→ **Problem to solve**:
Transcribe every entry word for word. Skip the pictures.

→ **Data provided**:
────────────────────
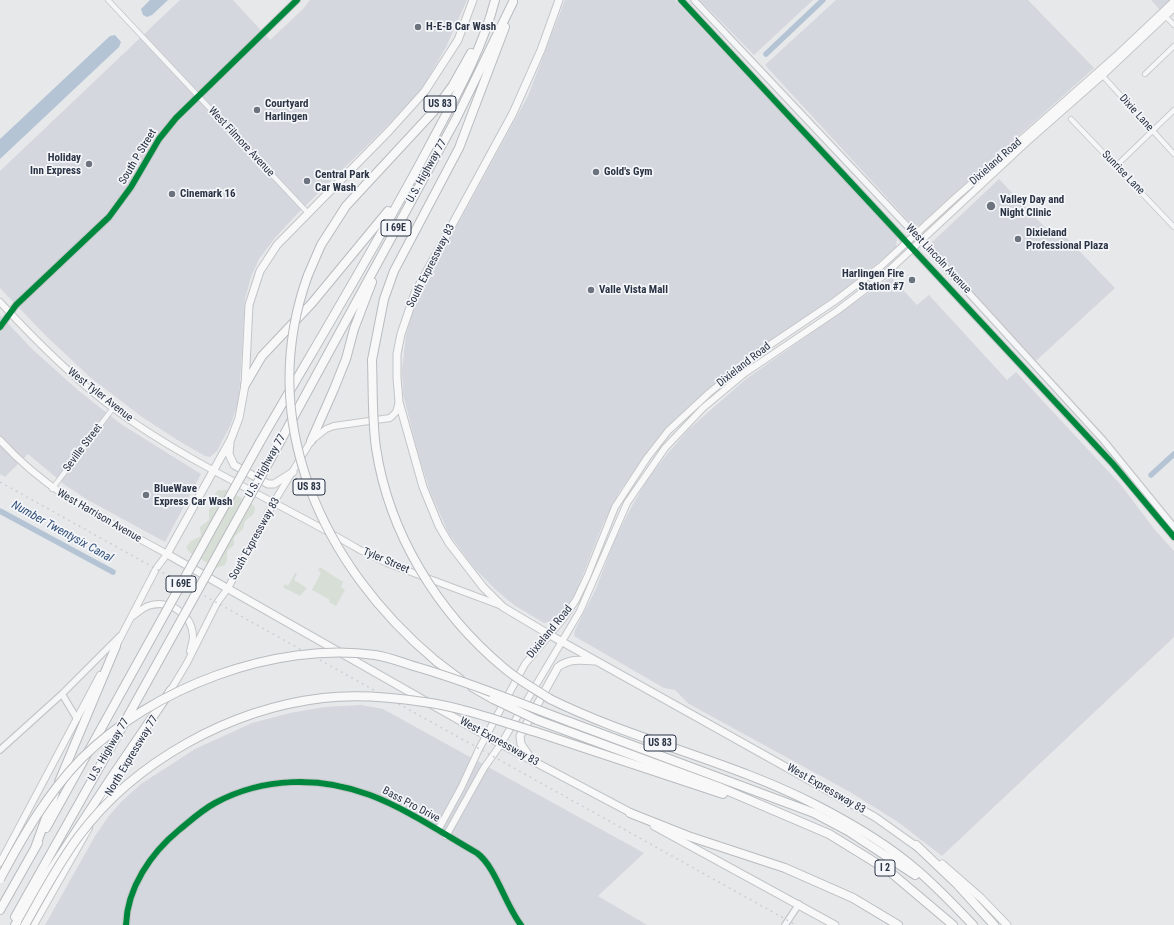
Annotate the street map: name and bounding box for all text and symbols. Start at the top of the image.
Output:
place label: H-E-B Car Wash [426,20,496,34]
marker: H-E-B Car Wash [413,22,423,32]
street label: Dixie Lane [1116,92,1156,134]
road number: US 83 [424,96,456,112]
place label: Courtyard Harlingen [265,97,308,123]
street label: West Filmore Avenue [205,104,277,180]
marker: Courtyard Harlingen [252,105,262,115]
street label: South P Street [116,127,160,187]
street label: Dixieland Road [967,136,1025,188]
street label: U.S. Highway 77 [404,137,450,205]
street label: Sunrise Lane [1099,148,1147,198]
place label: Holiday Inn Express [30,151,81,177]
marker: Holiday Inn Express [84,159,94,169]
place label: Gold's Gym [604,165,652,179]
marker: Gold's Gym [591,167,601,177]
place label: Central Park Car Wash [315,168,370,194]
marker: Central Park Car Wash [302,176,312,186]
place label: Cinemark 16 [180,187,236,201]
marker: Cinemark 16 [167,189,177,199]
place label: Valley Day and Night Clinic [1000,193,1064,219]
marker: Valley Day and Night Clinic [985,200,997,212]
road number: I 69E [381,220,411,236]
street label: South Expressway 83 [404,222,458,310]
street label: West Lincoln Avenue [903,222,973,296]
place label: Dixieland Professional Plaza [1026,226,1108,252]
marker: Dixieland Professional Plaza [1013,234,1023,244]
place label: Harlingen Fire Station #7 [842,267,904,293]
marker: Harlingen Fire Station #7 [907,275,917,285]
place label: Valle Vista Mall [599,283,668,297]
marker: Valle Vista Mall [586,285,596,295]
street label: Dixieland Road [715,340,773,390]
street label: West Tyler Avenue [65,365,135,425]
street label: Seville Street [61,421,105,475]
street label: U.S. Highway 77 [243,432,289,500]
road number: US 83 [293,479,325,495]
place label: BlueWave Express Car Wash [154,482,232,508]
street label: West Harrison Avenue [54,486,144,546]
marker: BlueWave Express Car Wash [141,490,151,500]
street label: South Expressway 83 [227,496,283,582]
water label: Number Twentysix Canal [9,498,115,566]
street label: Tyler Street [361,545,411,577]
road number: I 69E [166,576,196,592]
street label: Dixieland Road [525,603,575,661]
street label: North Expressway 77 [103,713,161,799]
street label: West Expressway 83 [457,715,541,769]
street label: U.S. Highway 77 [86,716,132,784]
road number: US 83 [644,735,676,751]
street label: West Expressway 83 [784,761,868,817]
street label: Bass Pro Drive [380,784,442,826]
road number: I 2 [875,860,895,876]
────────────────────
→ **Reply**:
Annotate the street map: name and bounding box for all text and symbols. Start at the top of the image.
Output:
place label: H-E-B Car Wash [426,20,496,34]
marker: H-E-B Car Wash [413,22,423,32]
street label: Dixie Lane [1116,92,1156,134]
road number: US 83 [424,96,456,112]
place label: Courtyard Harlingen [265,97,308,123]
street label: West Filmore Avenue [205,104,277,180]
marker: Courtyard Harlingen [252,105,262,115]
street label: South P Street [116,127,160,187]
street label: Dixieland Road [967,136,1025,188]
street label: U.S. Highway 77 [404,137,450,205]
street label: Sunrise Lane [1099,148,1147,198]
place label: Holiday Inn Express [30,151,81,177]
marker: Holiday Inn Express [84,159,94,169]
place label: Gold's Gym [604,165,652,179]
marker: Gold's Gym [591,167,601,177]
place label: Central Park Car Wash [315,168,370,194]
marker: Central Park Car Wash [302,176,312,186]
place label: Cinemark 16 [180,187,236,201]
marker: Cinemark 16 [167,189,177,199]
place label: Valley Day and Night Clinic [1000,193,1064,219]
marker: Valley Day and Night Clinic [985,200,997,212]
road number: I 69E [381,220,411,236]
street label: South Expressway 83 [404,222,458,310]
street label: West Lincoln Avenue [903,222,973,296]
place label: Dixieland Professional Plaza [1026,226,1108,252]
marker: Dixieland Professional Plaza [1013,234,1023,244]
place label: Harlingen Fire Station #7 [842,267,904,293]
marker: Harlingen Fire Station #7 [907,275,917,285]
place label: Valle Vista Mall [599,283,668,297]
marker: Valle Vista Mall [586,285,596,295]
street label: Dixieland Road [715,340,773,390]
street label: West Tyler Avenue [65,365,135,425]
street label: Seville Street [61,421,105,475]
street label: U.S. Highway 77 [243,432,289,500]
road number: US 83 [293,479,325,495]
place label: BlueWave Express Car Wash [154,482,232,508]
street label: West Harrison Avenue [54,486,144,546]
marker: BlueWave Express Car Wash [141,490,151,500]
street label: South Expressway 83 [227,496,283,582]
water label: Number Twentysix Canal [9,498,115,566]
street label: Tyler Street [361,545,411,577]
road number: I 69E [166,576,196,592]
street label: Dixieland Road [525,603,575,661]
street label: North Expressway 77 [103,713,161,799]
street label: West Expressway 83 [457,715,541,769]
street label: U.S. Highway 77 [86,716,132,784]
road number: US 83 [644,735,676,751]
street label: West Expressway 83 [784,761,868,817]
street label: Bass Pro Drive [380,784,442,826]
road number: I 2 [875,860,895,876]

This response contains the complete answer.